[Input records — start]

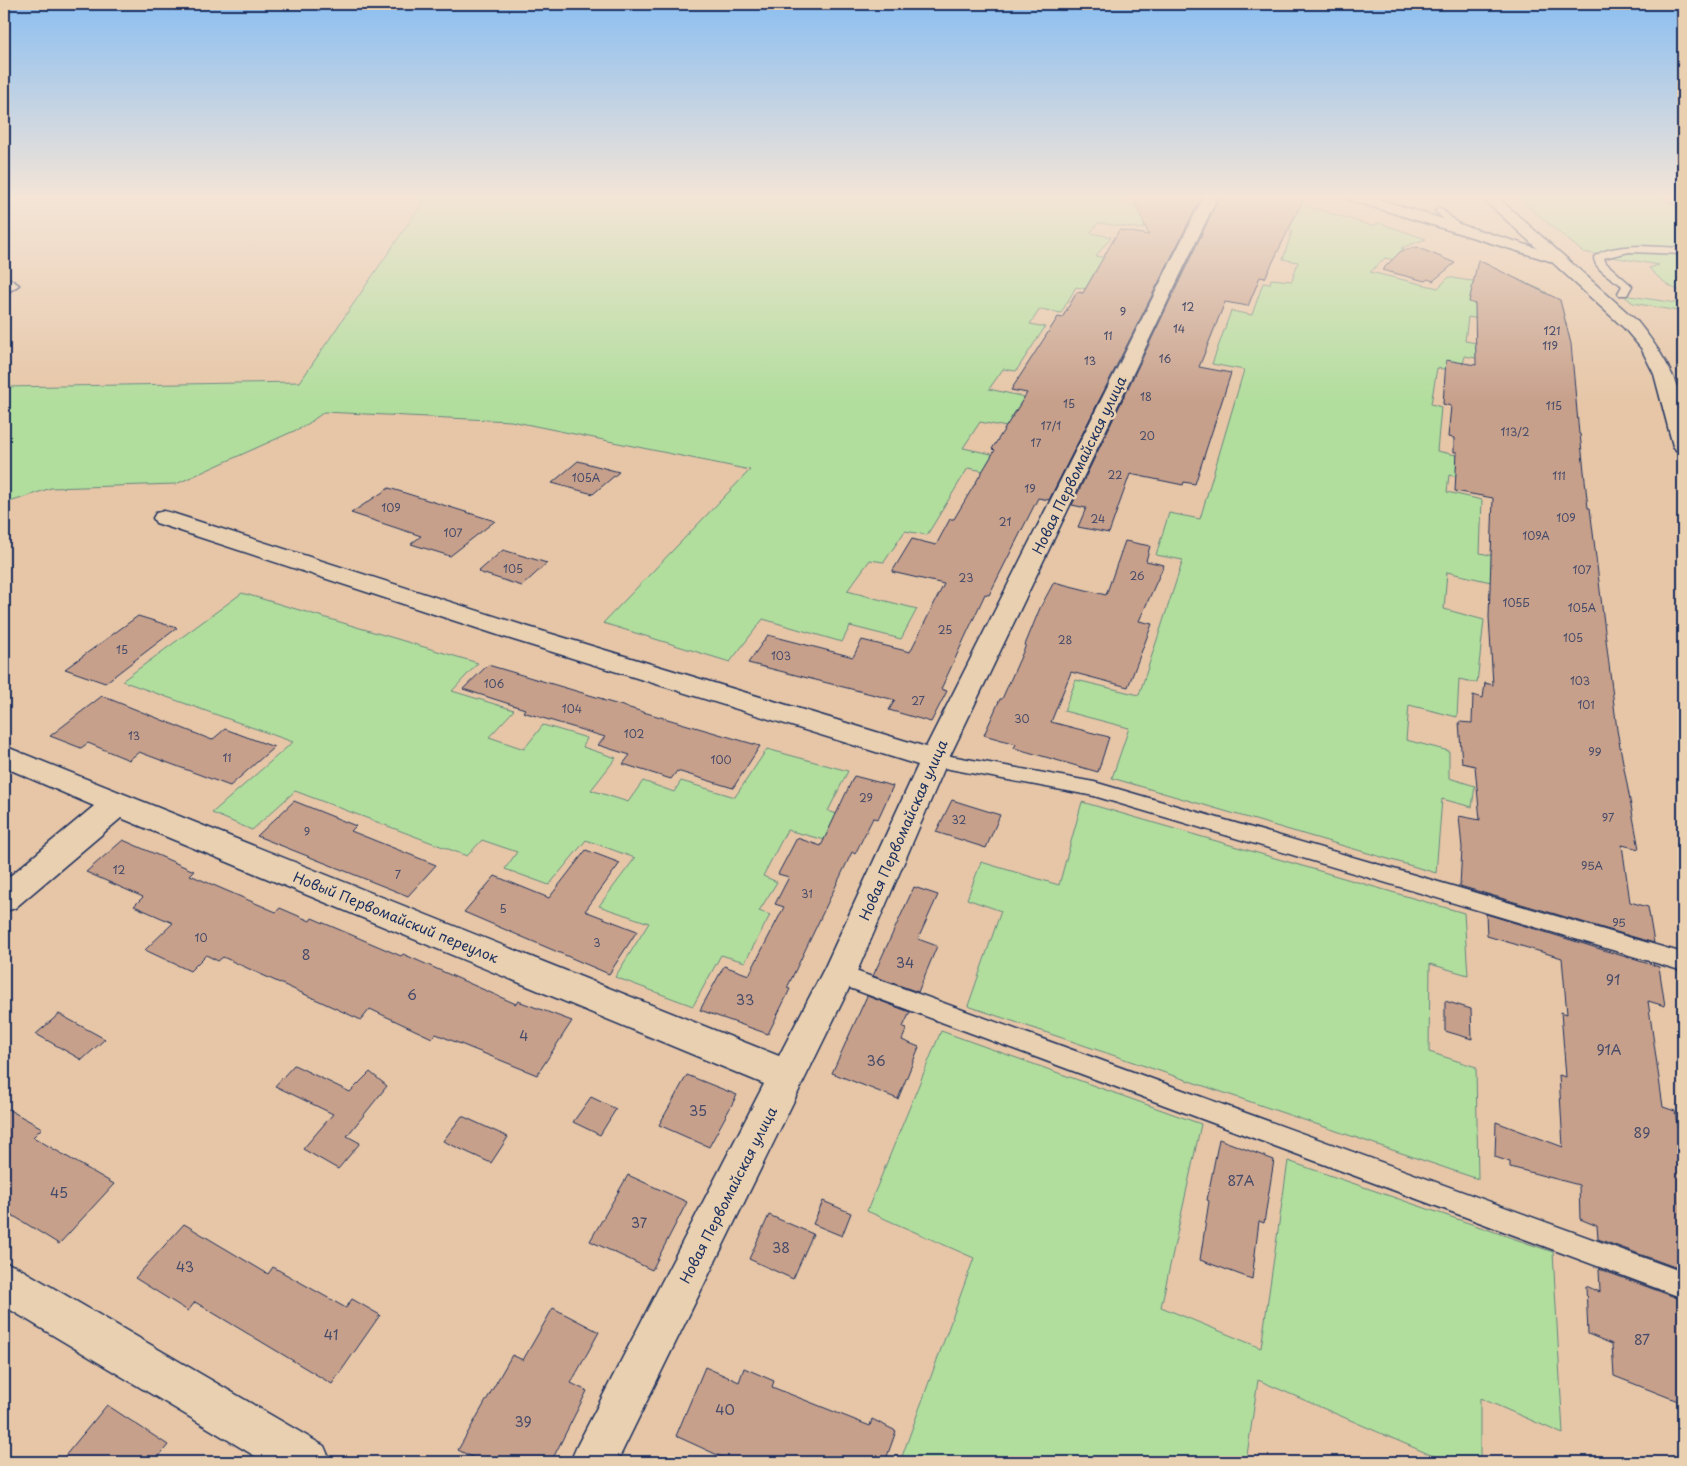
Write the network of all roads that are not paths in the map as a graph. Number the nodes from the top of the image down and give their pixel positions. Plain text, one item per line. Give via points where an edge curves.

[Input records — finish]
[Input records — start]

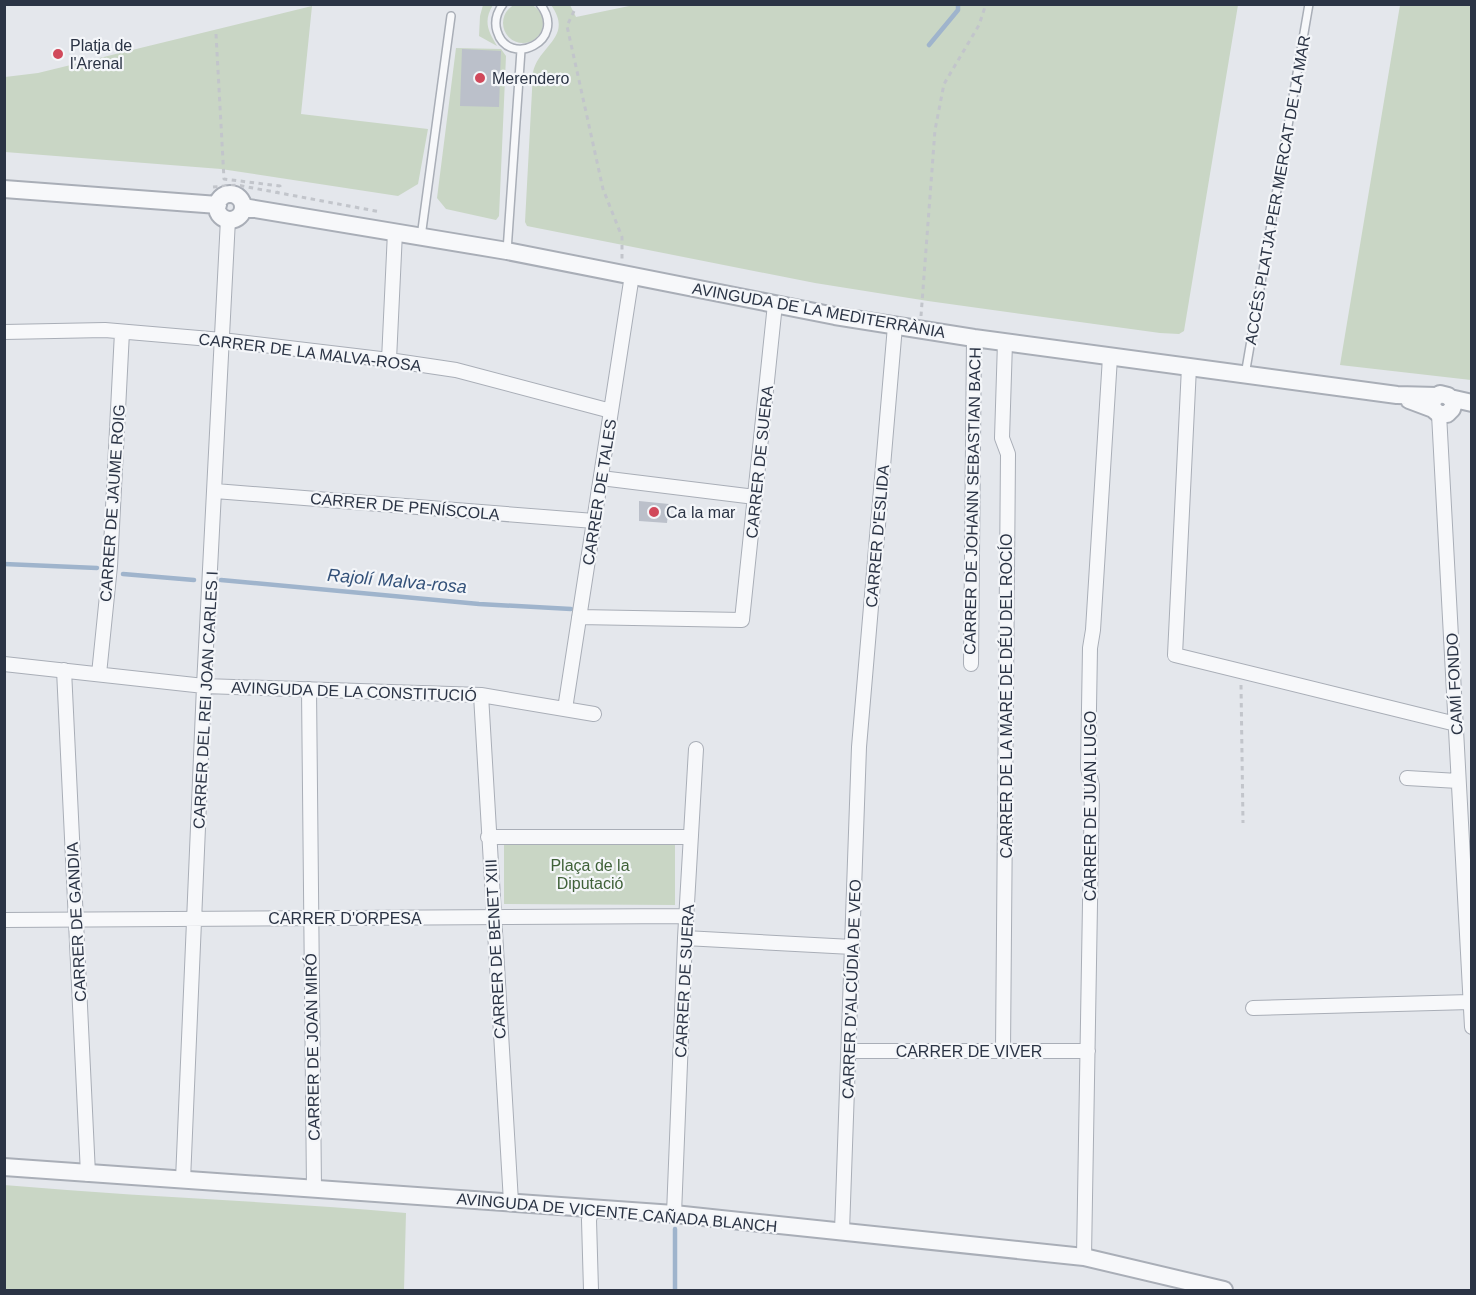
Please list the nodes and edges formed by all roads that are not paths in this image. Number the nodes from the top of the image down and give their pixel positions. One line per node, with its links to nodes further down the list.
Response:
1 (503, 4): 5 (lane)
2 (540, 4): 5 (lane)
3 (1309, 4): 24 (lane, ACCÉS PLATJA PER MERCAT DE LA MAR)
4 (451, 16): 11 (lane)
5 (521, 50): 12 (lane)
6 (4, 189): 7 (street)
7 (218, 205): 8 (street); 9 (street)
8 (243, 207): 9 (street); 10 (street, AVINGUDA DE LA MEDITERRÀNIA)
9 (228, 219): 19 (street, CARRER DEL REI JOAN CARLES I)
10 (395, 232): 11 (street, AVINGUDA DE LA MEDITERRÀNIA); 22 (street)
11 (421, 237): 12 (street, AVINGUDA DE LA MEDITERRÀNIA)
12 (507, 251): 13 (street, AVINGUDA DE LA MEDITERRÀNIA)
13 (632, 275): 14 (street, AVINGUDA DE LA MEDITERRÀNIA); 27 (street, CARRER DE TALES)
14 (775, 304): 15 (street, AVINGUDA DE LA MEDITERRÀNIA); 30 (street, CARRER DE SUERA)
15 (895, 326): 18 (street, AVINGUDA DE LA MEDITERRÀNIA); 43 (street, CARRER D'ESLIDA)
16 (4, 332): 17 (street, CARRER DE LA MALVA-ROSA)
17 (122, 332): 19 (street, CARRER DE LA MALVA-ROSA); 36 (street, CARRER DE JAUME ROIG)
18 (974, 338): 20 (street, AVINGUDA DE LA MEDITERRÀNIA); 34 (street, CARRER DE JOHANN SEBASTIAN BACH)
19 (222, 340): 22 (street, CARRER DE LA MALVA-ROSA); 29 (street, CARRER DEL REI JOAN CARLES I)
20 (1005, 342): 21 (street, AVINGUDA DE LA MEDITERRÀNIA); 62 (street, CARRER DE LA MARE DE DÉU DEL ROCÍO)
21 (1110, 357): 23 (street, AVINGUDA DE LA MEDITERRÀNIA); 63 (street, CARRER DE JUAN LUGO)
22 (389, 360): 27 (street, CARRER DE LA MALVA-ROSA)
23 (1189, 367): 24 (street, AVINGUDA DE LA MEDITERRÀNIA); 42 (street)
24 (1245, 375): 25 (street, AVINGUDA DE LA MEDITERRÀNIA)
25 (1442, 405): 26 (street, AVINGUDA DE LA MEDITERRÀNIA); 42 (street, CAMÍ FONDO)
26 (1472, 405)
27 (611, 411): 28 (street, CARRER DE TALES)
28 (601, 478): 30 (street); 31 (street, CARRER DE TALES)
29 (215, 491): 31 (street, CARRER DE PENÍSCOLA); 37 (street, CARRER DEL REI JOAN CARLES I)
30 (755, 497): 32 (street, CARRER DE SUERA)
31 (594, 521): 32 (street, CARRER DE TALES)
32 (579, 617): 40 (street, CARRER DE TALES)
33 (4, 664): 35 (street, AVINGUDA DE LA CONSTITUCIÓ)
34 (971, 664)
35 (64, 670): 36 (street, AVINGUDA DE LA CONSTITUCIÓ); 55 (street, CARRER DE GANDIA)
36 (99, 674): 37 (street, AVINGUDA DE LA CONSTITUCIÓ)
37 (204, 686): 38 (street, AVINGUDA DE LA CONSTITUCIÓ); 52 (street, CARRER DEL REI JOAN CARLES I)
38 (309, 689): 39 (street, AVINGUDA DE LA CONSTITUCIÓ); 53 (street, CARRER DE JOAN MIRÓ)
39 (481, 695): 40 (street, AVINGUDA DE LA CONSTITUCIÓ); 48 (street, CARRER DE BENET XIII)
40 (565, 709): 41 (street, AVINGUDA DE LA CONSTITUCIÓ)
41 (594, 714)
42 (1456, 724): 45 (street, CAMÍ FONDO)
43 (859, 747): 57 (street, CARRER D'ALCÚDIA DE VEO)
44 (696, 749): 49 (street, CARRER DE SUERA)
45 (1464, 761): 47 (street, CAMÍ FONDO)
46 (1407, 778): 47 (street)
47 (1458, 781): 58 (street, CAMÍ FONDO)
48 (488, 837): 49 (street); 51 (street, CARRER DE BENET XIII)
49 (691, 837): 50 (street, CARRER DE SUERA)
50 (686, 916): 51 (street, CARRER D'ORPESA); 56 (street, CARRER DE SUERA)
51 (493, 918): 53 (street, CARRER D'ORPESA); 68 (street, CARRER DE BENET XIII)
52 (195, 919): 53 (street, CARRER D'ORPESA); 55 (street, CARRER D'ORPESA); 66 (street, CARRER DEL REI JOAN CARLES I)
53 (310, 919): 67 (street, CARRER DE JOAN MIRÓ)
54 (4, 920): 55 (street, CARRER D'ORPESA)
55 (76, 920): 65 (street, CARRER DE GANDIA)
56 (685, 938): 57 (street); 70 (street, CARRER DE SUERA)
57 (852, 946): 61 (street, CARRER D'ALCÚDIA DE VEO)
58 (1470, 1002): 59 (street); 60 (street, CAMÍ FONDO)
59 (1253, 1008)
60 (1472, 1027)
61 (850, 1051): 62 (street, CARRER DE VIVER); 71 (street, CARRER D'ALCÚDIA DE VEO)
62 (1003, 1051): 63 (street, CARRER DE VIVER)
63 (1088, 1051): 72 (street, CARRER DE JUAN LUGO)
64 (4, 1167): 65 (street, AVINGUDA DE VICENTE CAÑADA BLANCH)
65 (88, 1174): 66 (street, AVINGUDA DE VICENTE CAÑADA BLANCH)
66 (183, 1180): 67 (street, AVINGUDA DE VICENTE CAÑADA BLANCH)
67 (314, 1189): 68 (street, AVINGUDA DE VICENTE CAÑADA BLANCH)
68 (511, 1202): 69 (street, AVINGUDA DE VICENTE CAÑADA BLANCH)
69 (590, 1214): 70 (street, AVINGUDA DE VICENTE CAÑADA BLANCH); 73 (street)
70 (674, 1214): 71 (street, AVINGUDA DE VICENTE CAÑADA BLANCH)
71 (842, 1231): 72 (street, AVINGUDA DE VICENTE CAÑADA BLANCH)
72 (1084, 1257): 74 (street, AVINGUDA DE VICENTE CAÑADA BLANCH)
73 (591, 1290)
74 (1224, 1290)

[Input records — finish]

What is the number of lines in the records that contain "down"? Give that number only.

2